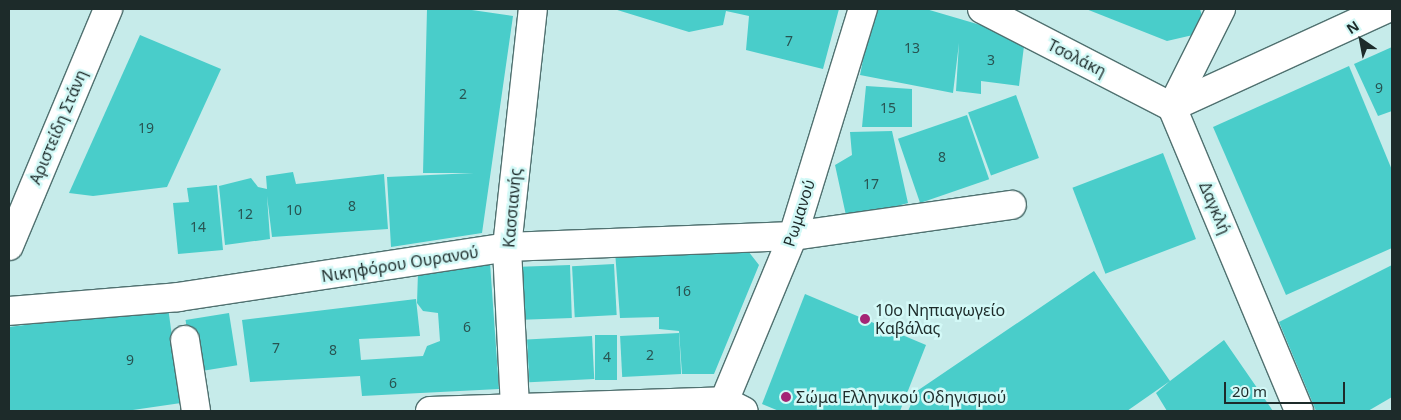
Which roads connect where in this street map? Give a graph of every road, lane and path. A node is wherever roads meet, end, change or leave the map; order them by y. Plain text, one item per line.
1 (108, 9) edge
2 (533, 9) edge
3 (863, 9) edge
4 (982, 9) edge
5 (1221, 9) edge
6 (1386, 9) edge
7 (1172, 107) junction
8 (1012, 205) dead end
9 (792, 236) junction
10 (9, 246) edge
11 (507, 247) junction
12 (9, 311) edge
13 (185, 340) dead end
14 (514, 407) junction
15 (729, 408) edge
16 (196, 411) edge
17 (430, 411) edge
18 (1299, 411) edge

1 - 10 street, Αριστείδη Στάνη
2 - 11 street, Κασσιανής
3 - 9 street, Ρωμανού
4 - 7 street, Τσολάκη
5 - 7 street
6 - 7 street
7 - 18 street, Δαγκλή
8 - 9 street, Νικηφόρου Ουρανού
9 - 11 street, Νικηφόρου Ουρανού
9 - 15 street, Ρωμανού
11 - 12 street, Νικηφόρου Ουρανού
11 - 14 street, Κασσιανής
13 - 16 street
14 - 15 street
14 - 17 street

··········

Write out the records in full and exactly, omitting the pictures they hold.

Answer area
Which roads connect where in this street map? Give a graph of every road, lane and path. A node is wherever roads meet, end, change or leave the map; order them by y. Plain text, one item per line.
1 (108, 9) edge
2 (533, 9) edge
3 (863, 9) edge
4 (982, 9) edge
5 (1221, 9) edge
6 (1386, 9) edge
7 (1172, 107) junction
8 (1012, 205) dead end
9 (792, 236) junction
10 (9, 246) edge
11 (507, 247) junction
12 (9, 311) edge
13 (185, 340) dead end
14 (514, 407) junction
15 (729, 408) edge
16 (196, 411) edge
17 (430, 411) edge
18 (1299, 411) edge

1 - 10 street, Αριστείδη Στάνη
2 - 11 street, Κασσιανής
3 - 9 street, Ρωμανού
4 - 7 street, Τσολάκη
5 - 7 street
6 - 7 street
7 - 18 street, Δαγκλή
8 - 9 street, Νικηφόρου Ουρανού
9 - 11 street, Νικηφόρου Ουρανού
9 - 15 street, Ρωμανού
11 - 12 street, Νικηφόρου Ουρανού
11 - 14 street, Κασσιανής
13 - 16 street
14 - 15 street
14 - 17 street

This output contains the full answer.